The initial log file is loaded and changed to required format. As the input (matrix) is large and sparse , we delete the some error information which average occurce is less than 1 time / day. At the same time, we fill the 'Nan' with zero.

In [9]:

def load_feature ():
    features = pandas.read_excel('data/feature.xlsx', header = [0,1])
    #print features
    # data clean based on train data
    features.rename(columns = {'Unnamed: 0_level_0': 'DATE'}, inplace = True)
    train_features = features[:683]

    # first, the error types that ocurrence is less than once a day will be masked
    mask_error = []
    for error_type in train_features['count'].keys():
        count_nums = train_features['count'][error_type]
        if numpy.mean(count_nums)<1:
            mask_error.append(error_type)
    
    for stat in features.keys():
        if stat[1] in mask_error:
            features.drop(stat, axis =1, inplace = True)
    
    features.drop(columns = 'DATE', inplace=True)
    features = features.replace(r'mean', numpy.nan, regex = True)
    features = features.fillna(0)
    features = features.as_matrix()
    print features

    return features

### Data Augmentation
Considering the mechine failure is rare ( rate ~ 0.1 ), we manually enlarge the data of the failure information to increase mechine sensitibility on failure occurence, as well as the prediction accuracy.  Increasing the weight of the failure cases on binary classification is also an alternative, however, it is not taken into consideration in current study.

In [10]:
def data_augmentation(features, labels):
    positive_example = []
    for item in zip(features, labels):
        feature = item[0]
        label = item[1]
        if label == 1:
            positive_example.append([feature, label])
    # 10 times the positive example
    for item in positive_example:
        feature = item[0]
        label = item[1]
        for i in range(10):
            features = numpy.concatenate((features,feature.reshape(1,-1)), axis = 0)
            labels = numpy.concatenate((labels, label.reshape((1,))), axis = 0)
    return features, labels

In [11]:
def get_class_weight(train_set):
    # get validation set with even distribution on label
    train_features, train_labels = train_set
    #tmp = train_labels[:,1]
    tmp = train_labels
    zeros_index, = numpy.where(tmp == 0)
    ones_index, = numpy.where(tmp == 1)

    return {0:ones_index.shape[0], 1:zeros_index.shape[0]}

### Prepare input data set and select model
For one day in advance prediction, the simple neural network is used.
The input data dimension is (683, 60) (note that, 683 days information, 60 feature per day after removing part of them)

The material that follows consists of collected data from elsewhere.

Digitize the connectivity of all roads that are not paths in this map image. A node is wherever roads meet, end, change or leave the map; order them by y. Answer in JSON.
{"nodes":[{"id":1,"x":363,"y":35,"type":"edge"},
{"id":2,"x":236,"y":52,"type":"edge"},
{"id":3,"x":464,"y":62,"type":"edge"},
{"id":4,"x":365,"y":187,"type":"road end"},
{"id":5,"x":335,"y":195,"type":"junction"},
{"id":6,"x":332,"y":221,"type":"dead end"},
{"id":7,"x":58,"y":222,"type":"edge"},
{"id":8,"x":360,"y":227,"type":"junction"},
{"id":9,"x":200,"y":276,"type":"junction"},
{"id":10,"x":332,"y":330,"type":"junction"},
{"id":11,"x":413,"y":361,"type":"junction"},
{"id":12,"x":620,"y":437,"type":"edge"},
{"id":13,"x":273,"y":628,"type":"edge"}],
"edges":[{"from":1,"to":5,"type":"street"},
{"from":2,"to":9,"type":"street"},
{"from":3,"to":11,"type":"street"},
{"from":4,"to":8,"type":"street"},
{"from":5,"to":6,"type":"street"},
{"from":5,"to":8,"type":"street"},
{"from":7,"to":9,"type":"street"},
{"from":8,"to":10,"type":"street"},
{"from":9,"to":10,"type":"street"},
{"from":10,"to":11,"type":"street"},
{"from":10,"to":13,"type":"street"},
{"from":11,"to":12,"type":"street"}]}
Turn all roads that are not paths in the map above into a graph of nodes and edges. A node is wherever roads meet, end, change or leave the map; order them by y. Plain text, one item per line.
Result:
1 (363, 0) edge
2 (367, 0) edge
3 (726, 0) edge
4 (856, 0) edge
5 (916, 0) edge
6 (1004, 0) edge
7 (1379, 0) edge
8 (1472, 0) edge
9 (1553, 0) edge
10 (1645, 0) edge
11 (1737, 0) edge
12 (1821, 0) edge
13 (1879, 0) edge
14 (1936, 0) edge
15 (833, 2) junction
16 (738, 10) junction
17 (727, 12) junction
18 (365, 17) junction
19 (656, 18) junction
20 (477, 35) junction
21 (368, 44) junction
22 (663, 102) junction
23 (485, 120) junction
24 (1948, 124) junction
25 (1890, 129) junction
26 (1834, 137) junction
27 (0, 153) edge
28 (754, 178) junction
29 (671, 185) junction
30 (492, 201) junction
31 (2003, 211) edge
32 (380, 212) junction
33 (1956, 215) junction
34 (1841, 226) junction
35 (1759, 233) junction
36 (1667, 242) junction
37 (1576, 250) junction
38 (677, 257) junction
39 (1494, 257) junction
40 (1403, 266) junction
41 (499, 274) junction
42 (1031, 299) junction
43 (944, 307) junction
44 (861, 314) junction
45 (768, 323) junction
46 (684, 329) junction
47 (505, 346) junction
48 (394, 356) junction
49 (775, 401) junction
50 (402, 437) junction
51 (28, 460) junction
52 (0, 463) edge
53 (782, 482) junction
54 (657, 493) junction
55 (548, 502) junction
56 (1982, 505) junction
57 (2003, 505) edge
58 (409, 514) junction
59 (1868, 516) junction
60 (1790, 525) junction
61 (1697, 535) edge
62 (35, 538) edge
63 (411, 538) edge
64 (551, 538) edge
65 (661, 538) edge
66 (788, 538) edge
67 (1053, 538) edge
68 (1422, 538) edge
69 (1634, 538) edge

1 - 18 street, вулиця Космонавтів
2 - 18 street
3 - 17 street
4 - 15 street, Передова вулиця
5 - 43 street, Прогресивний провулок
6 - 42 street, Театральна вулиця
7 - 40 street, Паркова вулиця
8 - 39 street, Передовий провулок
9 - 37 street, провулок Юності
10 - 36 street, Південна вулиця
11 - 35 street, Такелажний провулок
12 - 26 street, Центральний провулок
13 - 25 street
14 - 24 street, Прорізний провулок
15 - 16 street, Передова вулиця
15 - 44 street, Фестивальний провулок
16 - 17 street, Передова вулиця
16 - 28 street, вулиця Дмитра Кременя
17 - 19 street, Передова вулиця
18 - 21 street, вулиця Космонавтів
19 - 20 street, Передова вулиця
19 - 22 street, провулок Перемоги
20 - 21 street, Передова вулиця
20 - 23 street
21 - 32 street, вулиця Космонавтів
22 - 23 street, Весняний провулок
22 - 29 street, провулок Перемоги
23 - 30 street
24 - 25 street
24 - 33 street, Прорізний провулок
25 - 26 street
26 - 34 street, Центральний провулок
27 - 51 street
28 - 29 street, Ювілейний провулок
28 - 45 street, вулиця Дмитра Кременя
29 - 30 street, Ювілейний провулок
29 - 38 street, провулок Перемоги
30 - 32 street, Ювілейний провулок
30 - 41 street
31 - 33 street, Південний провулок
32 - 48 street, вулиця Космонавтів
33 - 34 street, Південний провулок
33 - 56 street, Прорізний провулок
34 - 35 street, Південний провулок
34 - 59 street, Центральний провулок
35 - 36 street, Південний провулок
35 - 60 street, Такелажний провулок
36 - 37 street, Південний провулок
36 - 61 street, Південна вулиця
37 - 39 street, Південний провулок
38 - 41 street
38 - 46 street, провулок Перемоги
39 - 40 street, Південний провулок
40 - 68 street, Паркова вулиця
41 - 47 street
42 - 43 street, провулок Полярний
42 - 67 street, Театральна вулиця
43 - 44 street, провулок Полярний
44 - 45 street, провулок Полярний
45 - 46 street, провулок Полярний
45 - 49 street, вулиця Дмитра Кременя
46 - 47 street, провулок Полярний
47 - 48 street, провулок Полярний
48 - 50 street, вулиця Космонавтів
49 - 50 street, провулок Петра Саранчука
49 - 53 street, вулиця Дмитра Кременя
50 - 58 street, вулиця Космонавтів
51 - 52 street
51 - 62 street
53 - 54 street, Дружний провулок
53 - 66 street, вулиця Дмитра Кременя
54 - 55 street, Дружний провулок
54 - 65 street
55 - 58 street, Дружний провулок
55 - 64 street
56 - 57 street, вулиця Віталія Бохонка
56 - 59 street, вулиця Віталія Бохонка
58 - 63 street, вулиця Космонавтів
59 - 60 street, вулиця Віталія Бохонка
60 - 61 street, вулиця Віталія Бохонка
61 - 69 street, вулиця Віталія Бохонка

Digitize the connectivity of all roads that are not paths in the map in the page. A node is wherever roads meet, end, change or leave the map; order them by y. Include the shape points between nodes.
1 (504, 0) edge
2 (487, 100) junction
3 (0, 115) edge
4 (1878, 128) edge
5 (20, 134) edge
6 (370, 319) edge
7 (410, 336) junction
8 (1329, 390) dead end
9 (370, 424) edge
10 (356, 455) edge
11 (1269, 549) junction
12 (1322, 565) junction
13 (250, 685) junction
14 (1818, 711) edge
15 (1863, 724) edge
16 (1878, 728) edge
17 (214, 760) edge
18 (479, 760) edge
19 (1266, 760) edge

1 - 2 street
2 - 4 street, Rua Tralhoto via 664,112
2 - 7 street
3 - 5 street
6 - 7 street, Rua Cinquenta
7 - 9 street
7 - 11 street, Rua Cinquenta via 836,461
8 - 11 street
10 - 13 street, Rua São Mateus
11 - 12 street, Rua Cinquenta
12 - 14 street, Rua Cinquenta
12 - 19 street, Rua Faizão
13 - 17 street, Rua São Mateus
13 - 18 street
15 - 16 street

For multiple day in advance prediction, LSTM is chosen.
That number of days we look back is 20. We also padding the previous days with zeros so that the training and validation data will not reduce.
The input data dimension is (683, 20, 60) (note that, 683 days information, 20 days sequence, 60 feature per day after removing part of them)


In [12]:
def prepare_data_set_and_model():
    # features:from 5/3/2015 to 1/17/2018
    features = load_feature()
    
    # get the train dates and labels
    train_data = pandas.read_csv('data/train_label.csv')
    labels = numpy.array(train_data["label"][1:])
    
    train_labels = labels 
    print ("The number of samples in training set is {}".format(labels.shape[0]))
    
    
    train_features, train_labels = data_augmentation(features[:683], train_labels)
    print(train_features.shape, train_labels.shape)
    # prepare training data
    if task == 'one_day_advance':
        # one day advance: use the features from the day before
        # the last day is 3/23/2017
        #train_features = features[:683]
        input_features = Input(shape=(train_features.shape[1],), dtype = "float32")
        assert train_features.shape[0] == train_labels.shape[0]
        
        model = build_NN_model(input_features)
        
        train_set = [train_features, train_labels]
        
    elif task == 'multiple_days_advance':
        # multiple days advance : use the features from the last 20 days to predict
        # the last day is 3/23/2017
        look_back_days = 20
        train_features = []
        for i in range(683):
            if i < look_back_days-1:
                #padding the previous days with 0
                feature_vec_len = features[0].shape[-1]
                padded_sequence = numpy.concatenate((numpy.zeros((look_back_days-i-1, feature_vec_len)),features[0:i+1]), axis = 0)
                train_features.append(padded_sequence)
            else:
                train_features.append(features[i+1-look_back_days:i+1])
        train_features = numpy.asarray(train_features)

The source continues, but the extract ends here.